Problem details: Show all lines of the entries in which the word "change" is found.

Input data:
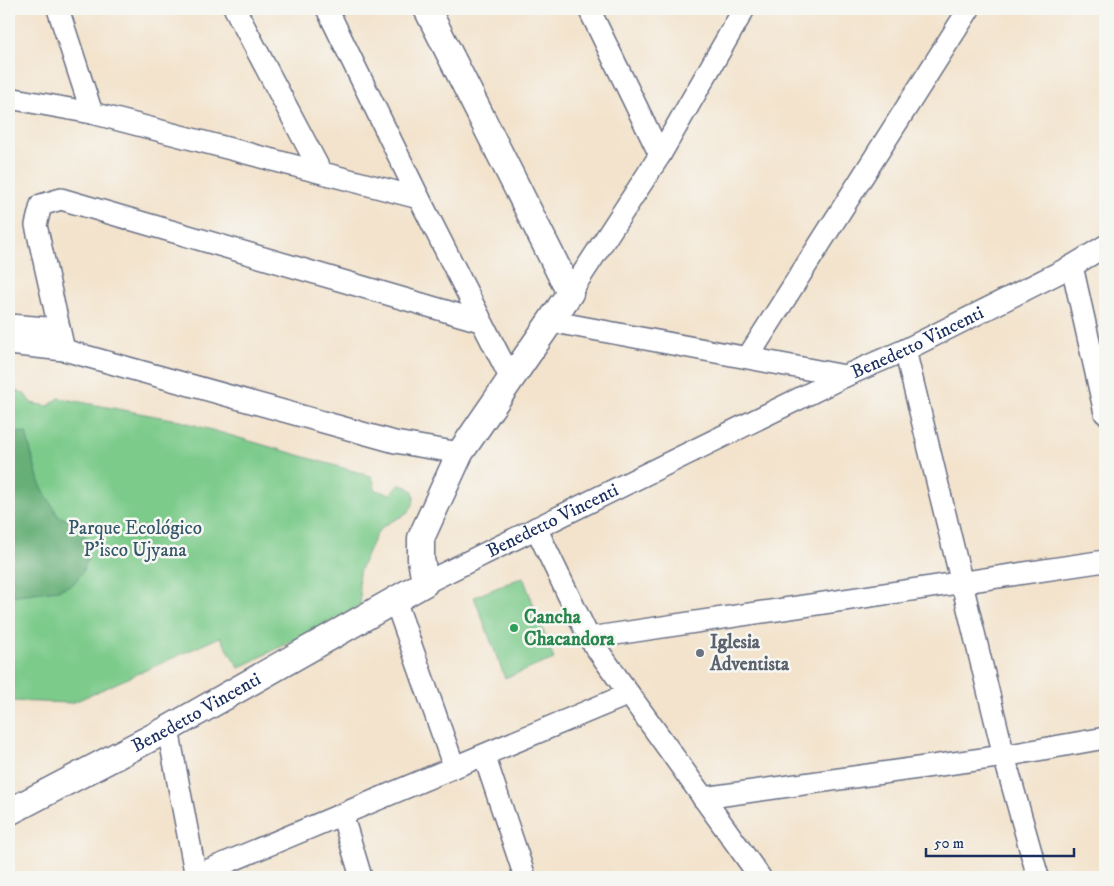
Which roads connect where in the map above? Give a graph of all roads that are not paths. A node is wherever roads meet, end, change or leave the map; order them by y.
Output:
1 (58, 9) edge
2 (235, 9) edge
3 (327, 9) edge
4 (427, 9) edge
5 (589, 9) edge
6 (744, 9) edge
7 (969, 9) edge
8 (9, 98) edge
9 (92, 114) junction
10 (660, 155) junction
11 (321, 172) junction
12 (419, 198) junction
13 (1105, 246) edge
14 (1072, 266) junction
15 (570, 293) junction
16 (480, 321) junction
17 (549, 321) junction
18 (9, 324) edge
19 (59, 329) junction
20 (9, 344) edge
21 (64, 350) junction
22 (906, 350) junction
23 (748, 357) junction
24 (845, 376) junction
25 (511, 379) junction
26 (1105, 413) edge
27 (460, 453) junction
28 (536, 528) junction
29 (1105, 561) edge
30 (425, 583) junction
31 (962, 583) junction
32 (395, 600) junction
33 (589, 638) junction
34 (629, 694) junction
35 (168, 729) junction
36 (1105, 738) edge
37 (484, 755) junction
38 (1004, 756) junction
39 (454, 767) junction
40 (703, 798) junction
41 (9, 812) edge
42 (342, 814) junction
43 (194, 877) edge
44 (361, 877) edge
45 (525, 877) edge
46 (760, 877) edge
47 (1038, 877) edge

1 - 9 street
2 - 11 street
3 - 12 street
4 - 15 street
5 - 10 street
6 - 10 street
7 - 23 street
8 - 9 street
9 - 11 street
10 - 15 street
11 - 12 street
12 - 16 street
13 - 14 street, Benedetto Vincenti
14 - 22 street, Benedetto Vincenti
14 - 26 street
15 - 17 street
16 - 19 street
16 - 25 street
17 - 23 street
17 - 25 street
18 - 19 street
19 - 21 street
20 - 21 street
21 - 27 street
22 - 24 street, Benedetto Vincenti
22 - 31 street
23 - 24 street
24 - 28 street, Benedetto Vincenti
25 - 27 street
27 - 30 street
28 - 30 street, Benedetto Vincenti
28 - 33 street
29 - 31 street
30 - 32 street, Benedetto Vincenti
31 - 33 street
31 - 38 street
32 - 35 street, Benedetto Vincenti
32 - 39 street
33 - 34 street
34 - 37 street
34 - 40 street
35 - 41 street, Benedetto Vincenti
35 - 43 street
36 - 38 street
37 - 39 street
37 - 45 street
38 - 40 street
38 - 47 street
39 - 42 street
40 - 46 street
42 - 43 street
42 - 44 street

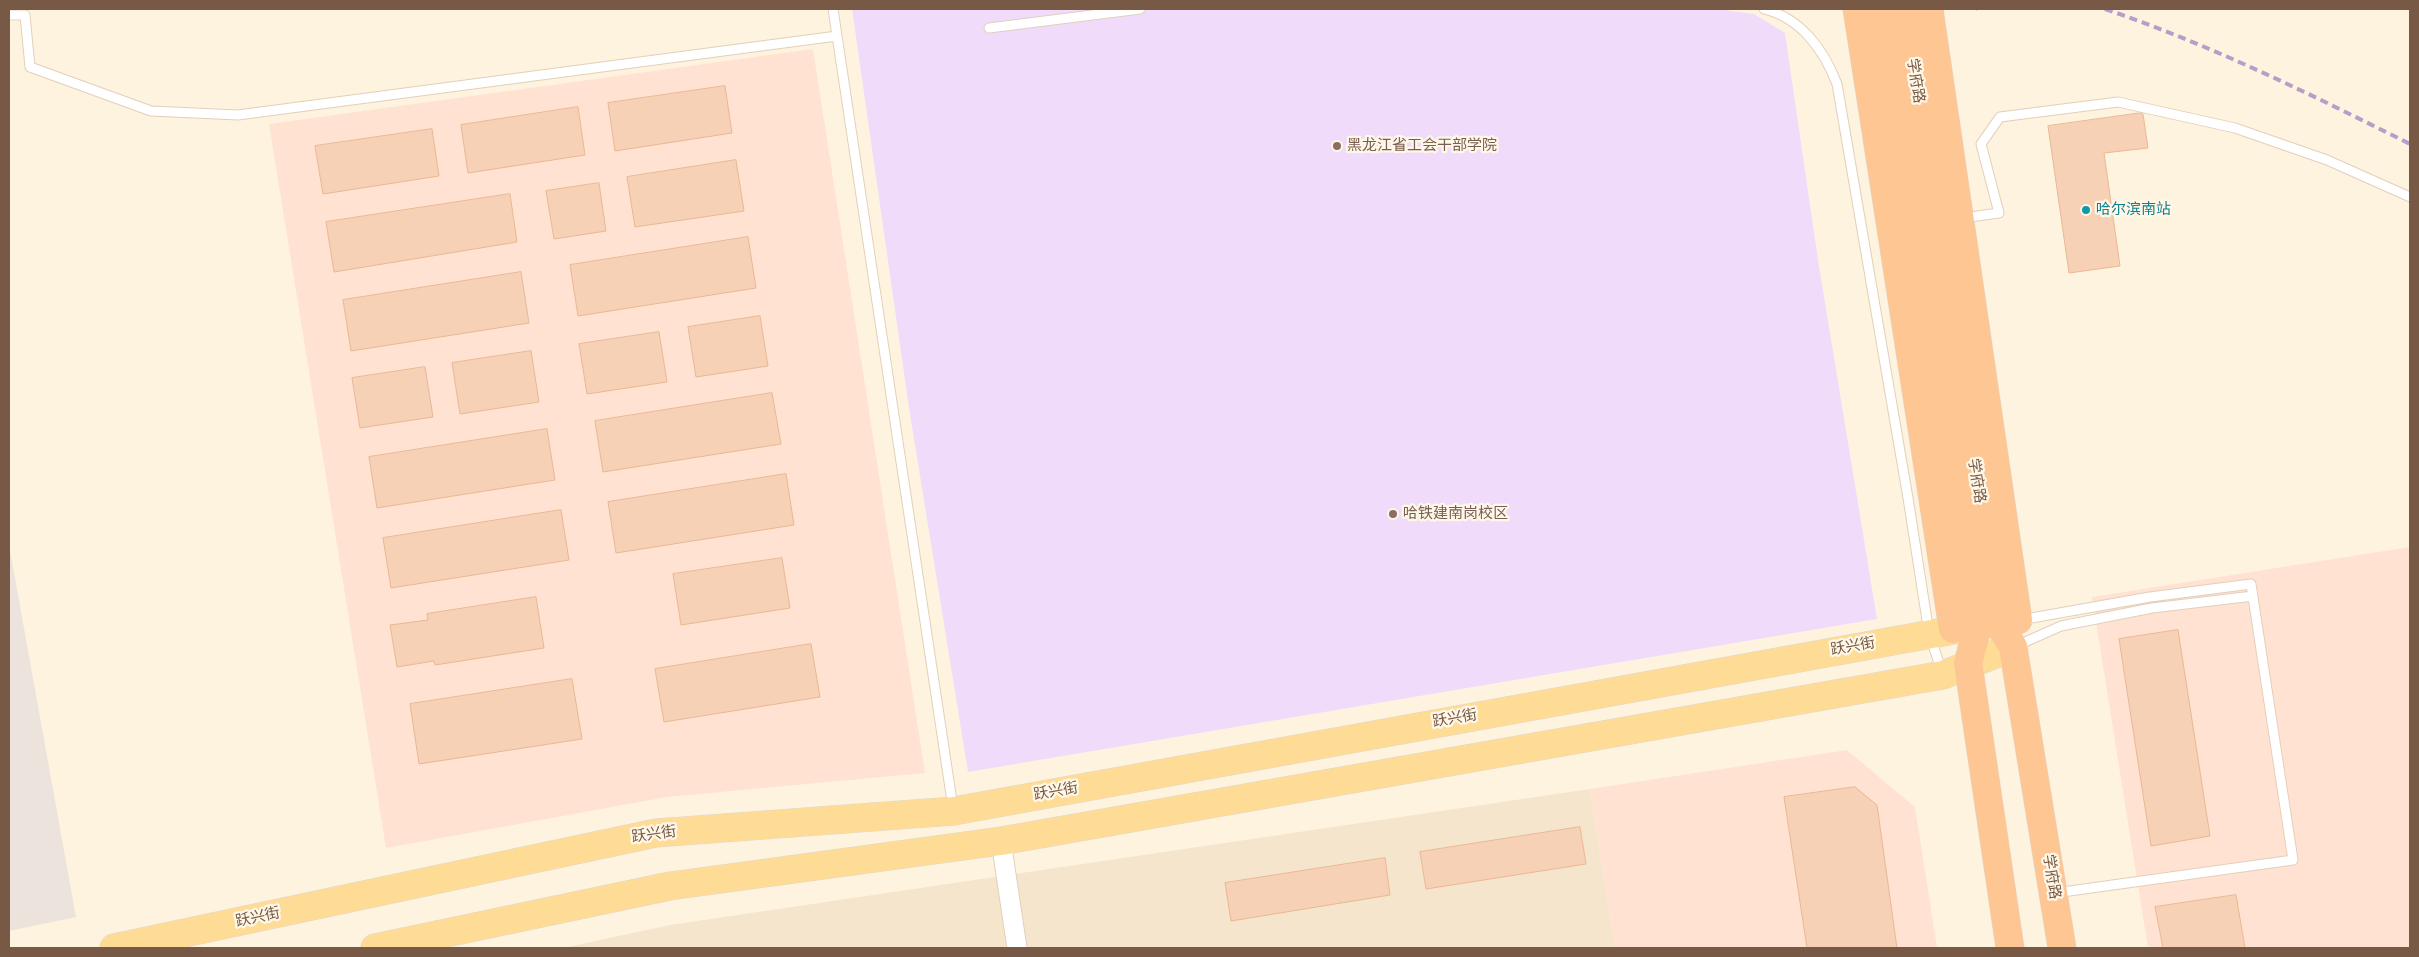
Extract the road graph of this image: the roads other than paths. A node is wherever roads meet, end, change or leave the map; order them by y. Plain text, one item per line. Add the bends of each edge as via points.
1 (833, 9) edge
2 (1140, 9) edge
3 (1764, 9) edge
4 (1857, 9) edge
5 (1883, 9) edge
6 (1904, 9) edge
7 (1928, 9) edge
8 (9, 15) edge
9 (989, 28) dead end
10 (837, 36) junction
11 (2410, 197) edge
12 (1960, 219) junction
13 (2253, 596) junction
14 (1975, 626) junction
15 (2013, 647) junction
16 (1968, 663) junction
17 (1943, 675) junction
18 (954, 811) junction
19 (1001, 841) junction
20 (2054, 893) junction
21 (114, 948) edge
22 (375, 948) edge
23 (1017, 948) edge
24 (2010, 948) edge
25 (2062, 948) edge

1 - 10 lane
2 - 9 lane
3 - 14 lane via 1777,12 1810,37 1831,68 1837,84 1907,488
4 - 14 highway
5 - 14 highway, 学府路
6 - 14 highway, 学府路
7 - 12 highway
8 - 10 lane via 25,15 30,67 151,111 238,114
10 - 18 lane
11 - 12 lane via 2327,160 2235,128 2118,102 2000,118 1981,144 1999,213
12 - 14 highway
13 - 14 lane via 2251,584
13 - 15 lane via 2152,608 2061,626
13 - 20 lane via 2293,860
14 - 15 highway, 学府路
14 - 16 highway, 学府路
14 - 17 lane
14 - 18 main road, 跃兴街
15 - 16 main road
15 - 20 highway, 学府路
16 - 17 main road
16 - 24 highway, 学府路
17 - 19 main road
18 - 21 main road, 跃兴街 via 656,833
19 - 22 main road via 670,886
19 - 23 street
20 - 25 highway, 学府路

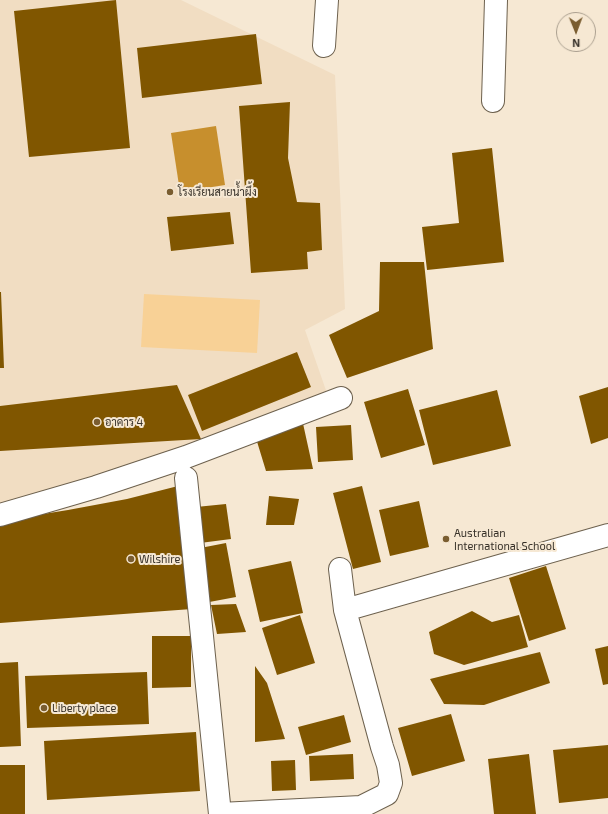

Answer area:
Which roads connect where in the map above? Give a graph of all roads that are not paths. A node is wherever roads meet, end, change or leave the map; order them by y.
Extract the road graph of this image: the roads other than paths. A node is wherever roads meet, end, change or leave the map; order them by y. Plain text, one item per line. Add the bends of each edge as via points.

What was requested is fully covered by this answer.